Big tsunamis are foremost consequence of giant quakes
Two horrific tsunamis, in 2004 in Indonesia and 2011 in Japan, jointly killed some 300,000 people. No wonder floods consume so much of our imagination. As a quote in Schulz's New Yorker article put it, "Everything west of Interstate 5 will be toast" when a big quake triggers a megatsunami. Summarizing on Fox News, Shepard Smith predicted "Seattle, Tacoma, Portland and Olympia, Salem and Eugene, wiped out, altogether about 7 million people. That's not including tourists."
But in the United States and many other countries, the costliest and most deadly faults are inland, whereas the subduction zone coastline is sparsely populated. The third-deadliest tsunami in the past century killed a few thousand people, but in the past 40 years alone, a dozen earthquakes each killed more than 10,000. The scariest likely scenario is a temblor that hits the heart of Los Angeles, the San Francisco Bay area, Seattle, Portland or Vancouver, not the nearby Pacific Rim oceanfront.
Earthquakes often trigger volcanic eruption
According to the laws of geology, where tectonic plates collide, volcanoes rise in the background. Volcanoes such as Mount St. Helens throw a long and deep shadow in the Pacific Northwest. And Charles Darwin said he observed volcanic eruptions triggered by the magnitude 8.5 Chile megaquake during the voyage of the HMS Beagle in 1835.

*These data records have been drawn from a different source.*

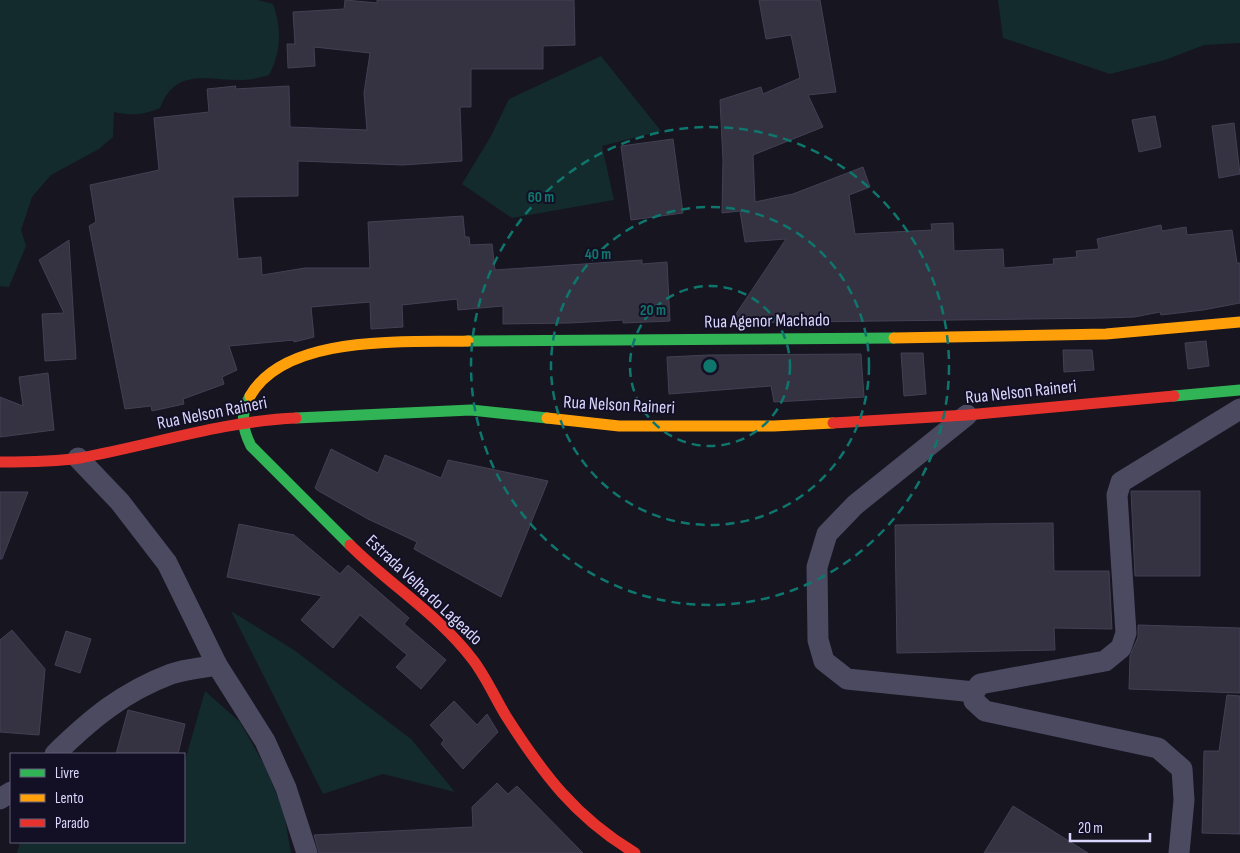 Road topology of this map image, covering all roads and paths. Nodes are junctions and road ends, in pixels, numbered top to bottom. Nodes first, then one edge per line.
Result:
1 (1240, 322) edge
2 (1240, 390) edge
3 (1240, 409) edge
4 (967, 415) junction
5 (241, 424) junction
6 (78, 458) junction
7 (0, 462) edge
8 (217, 665) junction
9 (974, 692) junction
10 (56, 753) edge
11 (307, 853) edge
12 (635, 853) edge
13 (1179, 853) edge

1 - 5 street, Rua Agenor Machado
2 - 4 street, Rua Nelson Raineri
3 - 9 street
4 - 5 street, Rua Nelson Raineri
4 - 9 street
5 - 6 street, Rua Nelson Raineri
5 - 12 street, Estrada Velha do Lageado
6 - 7 street, Rua Nelson Raineri
6 - 8 street
8 - 10 street
8 - 11 street
9 - 13 street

But the connection is hardly reliable, as this doesn't happen very often. A 2013 study in the journal Nature Geoscience found that two giant temblors -- magnitude 8.8 in Chile in 2010 and 9.0 in Japan the next year -- caused no eruptions and nearby volcanoes even sank, instead of rising in response to the tectonic shifts. Because of the 100 or more miles between most volcanoes and the largest faults, such as Cascadia, the shaking at the volcanoes is relatively weak. Earthquakes result from shifting tectonic plates, not magma flows, and have only a weak effect on volcanoes.
Major American Pacific fault lines are "10 months pregnant," "locked and loaded" or "overdue"
In "The Really Big One," the Cascadia fault is on the verge of popping. "Counting from the earthquake of 1700, we are now 315 years into a 243-cycle," Schulz wrote. It is easy to imagine a valve keeping more and more pressure contained until it finally bursts.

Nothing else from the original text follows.